A lot of folks are skeptical about the future of speech as a computer interface and they even try to think of what will replace the good ol’ mouse. And although I agree with them in certain cases (excessive chatter in the workplace being the biggest bummer), I believe they are missing the point here. First of all, it is important to note that natural language-based interface is a broader concept and doesn’t have to involve voicing the commands. Second, your computer system (it could be something as small as your mobile phone) doesn’t have to listen to your commands all the time—you push the button and then you speak your command or you receive the call and then you say “busy” or “hello”. Your Smart House doesn’t have to listen to you all the time in every single corner of your mansion—you push the button on the remote and speak into the tiny microphone imbedded into the remote.

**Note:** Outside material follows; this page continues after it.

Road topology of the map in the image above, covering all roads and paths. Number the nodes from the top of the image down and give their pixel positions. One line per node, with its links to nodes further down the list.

Your car doesn’t have to listen to you all the time—just push the button on the steering wheel and say “directions”. And that’s all been done already and it’s working.

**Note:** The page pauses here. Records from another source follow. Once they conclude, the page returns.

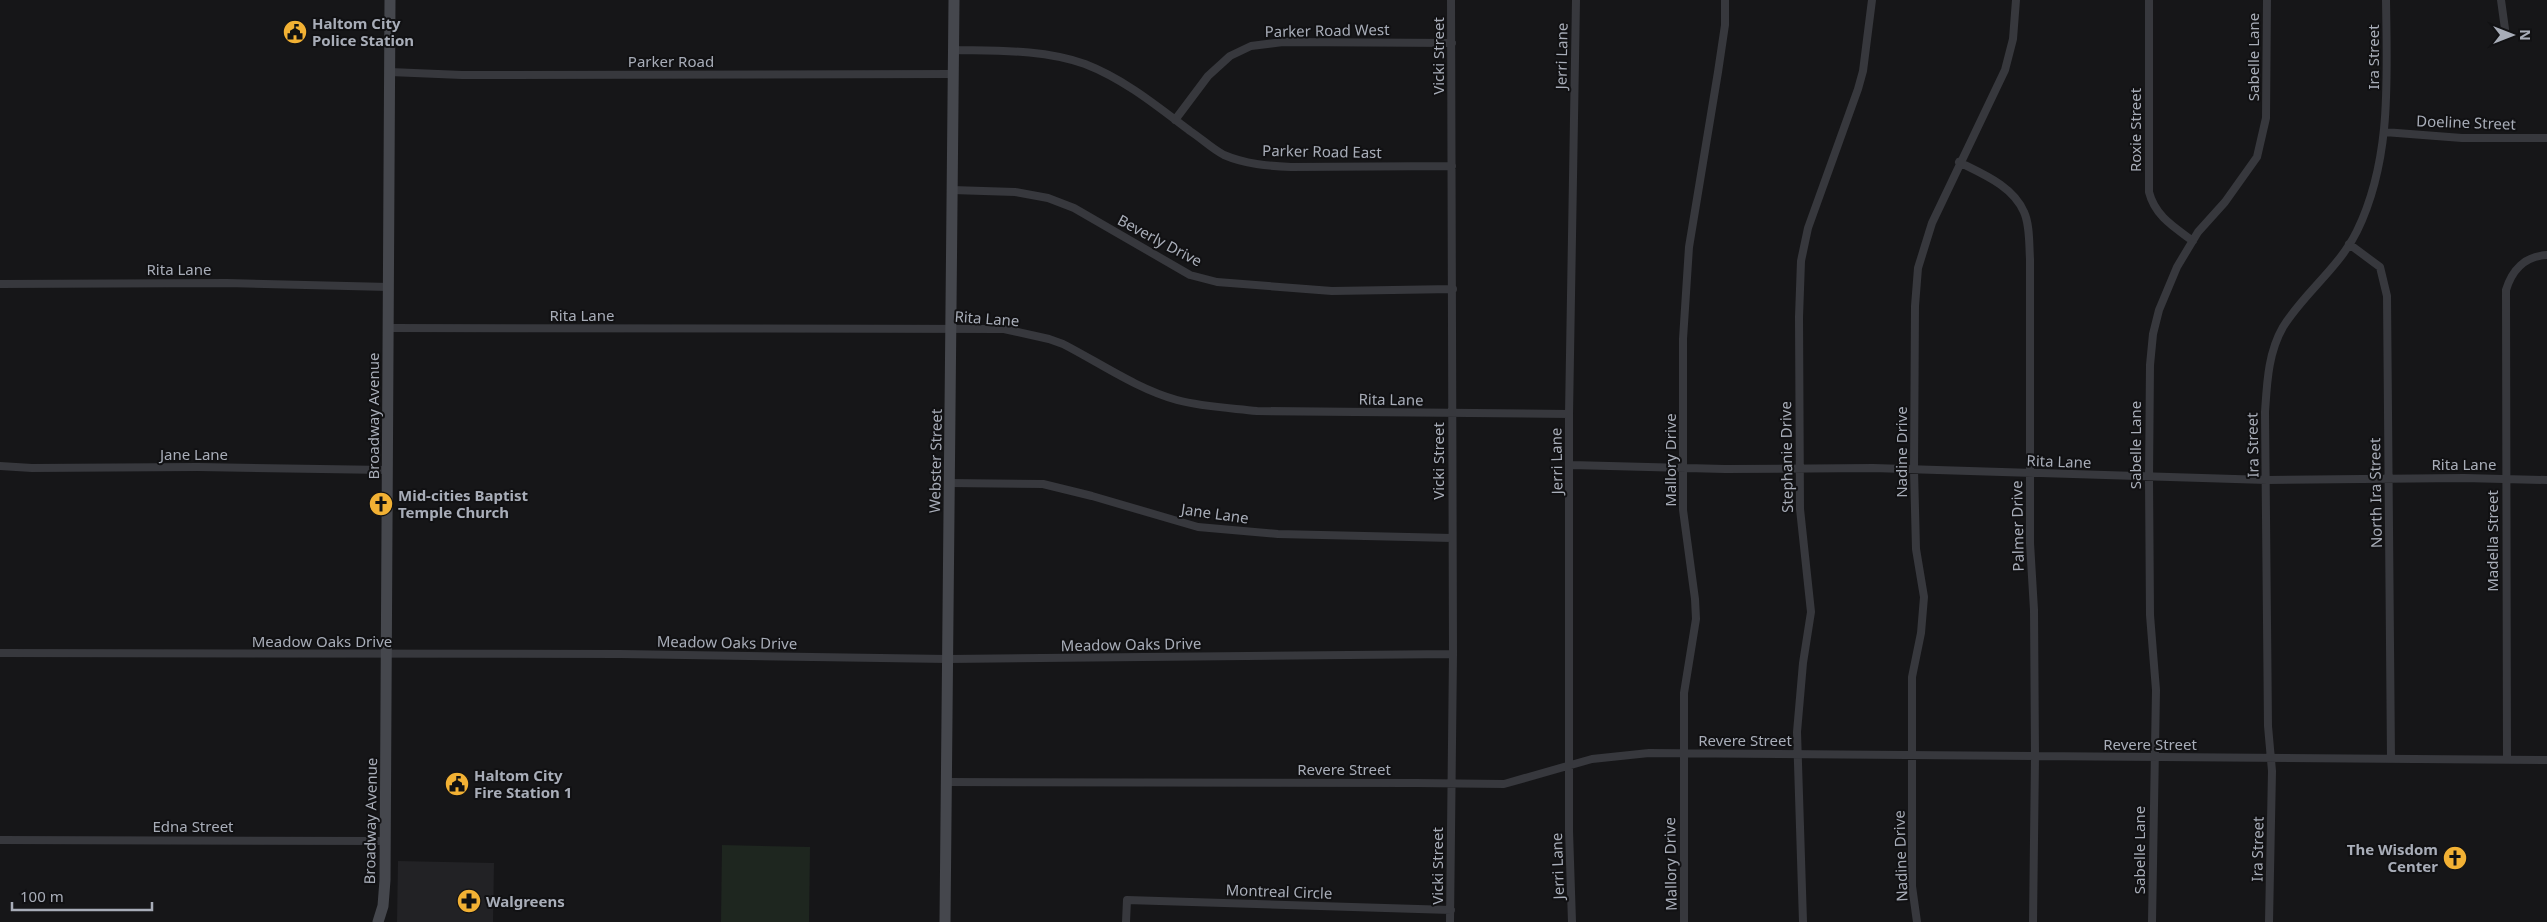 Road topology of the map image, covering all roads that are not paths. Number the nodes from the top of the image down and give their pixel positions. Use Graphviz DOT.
graph roads {
  1 [pos="390,0"];
  2 [pos="954,0"];
  3 [pos="1451,0"];
  4 [pos="1576,0"];
  5 [pos="1724,0"];
  6 [pos="1872,0"];
  7 [pos="2016,0"];
  8 [pos="2149,0"];
  9 [pos="2267,0"];
  10 [pos="2386,0"];
  11 [pos="2501,0"];
  12 [pos="2505,29"];
  13 [pos="1452,43"];
  14 [pos="953,50"];
  15 [pos="390,72"];
  16 [pos="953,74"];
  17 [pos="1175,120"];
  18 [pos="2384,132"];
  19 [pos="2547,138"];
  20 [pos="1959,162"];
  21 [pos="1452,166"];
  22 [pos="952,190"];
  23 [pos="2193,241"];
  24 [pos="2349,244"];
  25 [pos="2547,255"];
  26 [pos="0,284"];
  27 [pos="389,287"];
  28 [pos="1453,289"];
  29 [pos="388,328"];
  30 [pos="951,329"];
  31 [pos="1452,413"];
  32 [pos="1569,414"];
  33 [pos="1571,465"];
  34 [pos="0,466"];
  35 [pos="1684,468"];
  36 [pos="1800,469"];
  37 [pos="387,470"];
  38 [pos="1914,470"];
  39 [pos="2030,474"];
  40 [pos="2149,478"];
  41 [pos="2505,478"];
  42 [pos="2389,479"];
  43 [pos="2267,480"];
  44 [pos="2547,480"];
  45 [pos="949,483"];
  46 [pos="1452,538"];
  47 [pos="0,652"];
  48 [pos="1453,654"];
  49 [pos="386,655"];
  50 [pos="948,659"];
  51 [pos="1683,753"];
  52 [pos="1798,754"];
  53 [pos="1912,755"];
  54 [pos="2035,757"];
  55 [pos="2153,757"];
  56 [pos="2271,758"];
  57 [pos="2391,759"];
  58 [pos="2507,760"];
  59 [pos="2547,760"];
  60 [pos="1569,765"];
  61 [pos="947,782"];
  62 [pos="1450,784"];
  63 [pos="0,840"];
  64 [pos="385,841"];
  65 [pos="1451,910"];
  66 [pos="378,922"];
  67 [pos="946,922"];
  68 [pos="1126,922"];
  69 [pos="1450,922"];
  70 [pos="1572,922"];
  71 [pos="1684,922"];
  72 [pos="1803,922"];
  73 [pos="1917,922"];
  74 [pos="2033,922"];
  75 [pos="2152,922"];
  76 [pos="2269,922"];
  1 -- 15 [label="main road, Broadway Avenue"];
  2 -- 14 [label="main road, Webster Street"];
  3 -- 13 [label="street, Vicki Street"];
  4 -- 32 [label="street, Jerri Lane"];
  5 -- 35 [label="street, Mallory Drive"];
  6 -- 36 [label="street, Stephanie Drive"];
  7 -- 20 [label="street, Nadine Drive"];
  8 -- 23 [label="street, Roxie Street"];
  9 -- 23 [label="street, Sabelle Lane"];
  10 -- 18 [label="street, Ira Street"];
  11 -- 12 [label="street"];
  13 -- 17 [label="street, Parker Road West"];
  13 -- 21 [label="street, Vicki Street"];
  14 -- 16 [label="main road, Webster Street"];
  14 -- 17 [label="street"];
  15 -- 16 [label="street, Parker Road"];
  15 -- 27 [label="main road, Broadway Avenue"];
  16 -- 22 [label="main road, Webster Street"];
  17 -- 21 [label="street, Parker Road East"];
  18 -- 19 [label="street, Doeline Street"];
  18 -- 24 [label="street, Ira Street"];
  20 -- 38 [label="street, Nadine Drive"];
  20 -- 39 [label="street, Palmer Drive"];
  21 -- 28 [label="street, Vicki Street"];
  22 -- 28 [label="street, Beverly Drive"];
  22 -- 30 [label="main road, Webster Street"];
  23 -- 40 [label="street, Sabelle Lane"];
  24 -- 42 [label="street, North Ira Street"];
  24 -- 43 [label="street, Ira Street"];
  25 -- 41 [label="street, Madella Street"];
  26 -- 27 [label="street, Rita Lane"];
  27 -- 29 [label="main road, Broadway Avenue"];
  28 -- 31 [label="street, Vicki Street"];
  29 -- 30 [label="street, Rita Lane"];
  29 -- 37 [label="main road, Broadway Avenue"];
  30 -- 31 [label="street, Rita Lane"];
  30 -- 45 [label="main road, Webster Street"];
  31 -- 32 [label="street, Rita Lane"];
  31 -- 46 [label="street, Vicki Street"];
  32 -- 33 [label="street, Jerri Lane"];
  33 -- 35 [label="street, Rita Lane"];
  33 -- 60 [label="street, Jerri Lane"];
  34 -- 37 [label="street, Jane Lane"];
  35 -- 36 [label="street, Rita Lane"];
  35 -- 51 [label="street, Mallory Drive"];
  36 -- 38 [label="street, Rita Lane"];
  36 -- 52 [label="street, Stephanie Drive"];
  37 -- 49 [label="main road, Broadway Avenue"];
  38 -- 39 [label="street, Rita Lane"];
  38 -- 53 [label="street, Nadine Drive"];
  39 -- 40 [label="street, Rita Lane"];
  39 -- 54 [label="street, Palmer Drive"];
  40 -- 43 [label="street, Rita Lane"];
  40 -- 55 [label="street, Sabelle Lane"];
  41 -- 42 [label="street, Rita Lane"];
  41 -- 44 [label="street, Rita Lane"];
  41 -- 58 [label="street, Madella Street"];
  42 -- 43 [label="street, Rita Lane"];
  42 -- 57 [label="street, North Ira Street"];
  43 -- 56 [label="street, Ira Street"];
  45 -- 46 [label="street, Jane Lane"];
  45 -- 50 [label="main road, Webster Street"];
  46 -- 48 [label="street, Vicki Street"];
  47 -- 49 [label="street, Meadow Oaks Drive"];
  48 -- 50 [label="street, Meadow Oaks Drive"];
  48 -- 62 [label="street, Vicki Street"];
  49 -- 50 [label="street, Meadow Oaks Drive"];
  49 -- 64 [label="main road, Broadway Avenue"];
  50 -- 61 [label="main road, Webster Street"];
  51 -- 52 [label="street, Revere Street"];
  51 -- 60 [label="street, Revere Street"];
  51 -- 71 [label="street, Mallory Drive"];
  52 -- 53 [label="street, Revere Street"];
  52 -- 72 [label="street, Stephanie Drive"];
  53 -- 54 [label="street, Revere Street"];
  53 -- 73 [label="street, Nadine Drive"];
  54 -- 55 [label="street, Revere Street"];
  54 -- 74 [label="street, Palmer Drive"];
  55 -- 56 [label="street, Revere Street"];
  55 -- 75 [label="street, Sabelle Lane"];
  56 -- 57 [label="street, Revere Street"];
  56 -- 76 [label="street, Ira Street"];
  57 -- 58 [label="street, Revere Street"];
  58 -- 59 [label="street, Revere Street"];
  60 -- 62 [label="street, Revere Street"];
  60 -- 70 [label="street, Jerri Lane"];
  61 -- 62 [label="street, Revere Street"];
  61 -- 67 [label="main road, Webster Street"];
  62 -- 65 [label="street, Vicki Street"];
  63 -- 64 [label="street, Edna Street"];
  64 -- 66 [label="main road, Broadway Avenue"];
  65 -- 68 [label="street, Montreal Circle"];
  65 -- 69 [label="street, Vicki Street"];
}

On the other hand, how do you know when to listen? You detect some motion towards you, someone calls your name or turns their head in your direction, you hear a pitch and/or amplitude increase in their voice, etc. These are all the “buttons” that other people push to attract our attention before they start speaking to us. Sometimes they fail—I am sure all of you had this experience when someone talks to you and you do not recognize the fact immediately and when you finally do it’s too late and you have to ask them: “are you talking to me, could you repeat that please?” So, my point is that pretty soon computers will come to be just a little bit better at reading those cues and speech recognition will become ubiquitous. These things don’t have to be complicated to be useful.

November 29, 2005 |